Wednesday, September 13, 2006

Rack of Lamb with Honey Balsamic Sauce




Now I don't usually take photos of raw meat, but this rack of lamb looked too beautiful to resist, all dressed up in a rub of rosemary, black pepper, sea salt and extra virgin olive oil. I have a made rack of lamb before and loved the recipe, but I thought I'd wander around the blogasphere for something different and came across a gorgeous looking dish at Abstract Gourmet. It sounded too good to pass up. Actually it was the first one I came across and it stopped me in my tracks. I am glad I stumbled upon Matt's site. I'll be back often.

He served it with great sounding sweet potatoes but I'm really trying to watch what I eat and since the sauce has a touch of honey (it's soooooooooooo good), I just served it with some asparagus. Still a very delicious and satisfying meal. That's why I love the South Beach Diet. Gourmet meals AND you lose weight. I took off the 3 pounds that was creeping back up, PLUS I lost an extra pound - all without the exercise regime I keep meaning to do.



So here's my version of Matt's Rack of Lamb with Honey Balsamic Sauce. It was awesome even without the sweet potatoes.

Recipe



Related links:

6 comments:

Matt said...

Hi Ruth,

Thanks so much for giving this dish a try, I think your version turned out just great.

Come back anytime :)

Matt

Foodie's Hope said...

WOW!! That rack looks delicious!! My mouth is watering!! Thanks Ruth!!

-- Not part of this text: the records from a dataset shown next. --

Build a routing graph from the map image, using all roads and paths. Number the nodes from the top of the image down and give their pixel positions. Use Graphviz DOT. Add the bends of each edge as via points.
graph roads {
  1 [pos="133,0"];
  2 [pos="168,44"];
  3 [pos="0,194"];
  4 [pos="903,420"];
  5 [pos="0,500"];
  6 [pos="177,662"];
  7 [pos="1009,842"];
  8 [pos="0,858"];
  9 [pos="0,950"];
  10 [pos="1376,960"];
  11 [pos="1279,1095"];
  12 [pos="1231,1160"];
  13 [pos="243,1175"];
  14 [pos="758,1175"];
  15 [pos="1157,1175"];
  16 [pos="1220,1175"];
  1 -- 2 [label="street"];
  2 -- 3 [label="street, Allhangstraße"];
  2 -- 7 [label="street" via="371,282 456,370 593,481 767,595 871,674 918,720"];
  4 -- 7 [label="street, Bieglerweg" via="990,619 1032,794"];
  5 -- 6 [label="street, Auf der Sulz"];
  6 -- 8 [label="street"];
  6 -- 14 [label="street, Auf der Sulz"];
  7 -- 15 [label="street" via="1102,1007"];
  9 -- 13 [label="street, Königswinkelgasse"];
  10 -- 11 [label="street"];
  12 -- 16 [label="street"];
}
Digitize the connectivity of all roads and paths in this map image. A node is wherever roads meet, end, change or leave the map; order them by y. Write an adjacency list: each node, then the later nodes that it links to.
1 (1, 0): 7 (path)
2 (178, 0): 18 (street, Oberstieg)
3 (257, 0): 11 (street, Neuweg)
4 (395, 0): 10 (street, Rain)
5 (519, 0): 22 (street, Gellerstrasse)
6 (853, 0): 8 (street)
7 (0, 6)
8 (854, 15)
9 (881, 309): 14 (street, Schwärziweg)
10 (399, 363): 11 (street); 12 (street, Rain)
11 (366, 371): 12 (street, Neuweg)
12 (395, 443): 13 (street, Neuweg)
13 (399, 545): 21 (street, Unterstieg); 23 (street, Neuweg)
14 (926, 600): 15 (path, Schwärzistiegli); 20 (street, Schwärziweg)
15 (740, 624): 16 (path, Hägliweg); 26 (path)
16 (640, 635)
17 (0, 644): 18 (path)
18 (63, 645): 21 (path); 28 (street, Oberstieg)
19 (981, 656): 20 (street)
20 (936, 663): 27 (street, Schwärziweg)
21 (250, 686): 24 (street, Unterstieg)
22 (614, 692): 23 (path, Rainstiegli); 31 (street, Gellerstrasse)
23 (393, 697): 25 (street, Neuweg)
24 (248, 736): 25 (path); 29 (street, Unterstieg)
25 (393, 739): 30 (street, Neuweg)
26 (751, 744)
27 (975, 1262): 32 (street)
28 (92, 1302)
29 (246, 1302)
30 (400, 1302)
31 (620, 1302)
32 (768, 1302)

Scott at Real Epicurean said...

Now there's a recipe that really works for me!

If I had to choose a favourite meat in the world, it would be lamb.

Mae said...

Looks wonderful, Ruth, my kind of rack of lamb... still slightly pink inside. Yum!

gattina said...

Ruth,
thanks for the link to the wonderful recipe! I roasted lamb a couple of time but which turned out so-so, I'll try out yours next round!

mickey said...

This sounds delicious Ruth. I think I'll be trying it this weekend.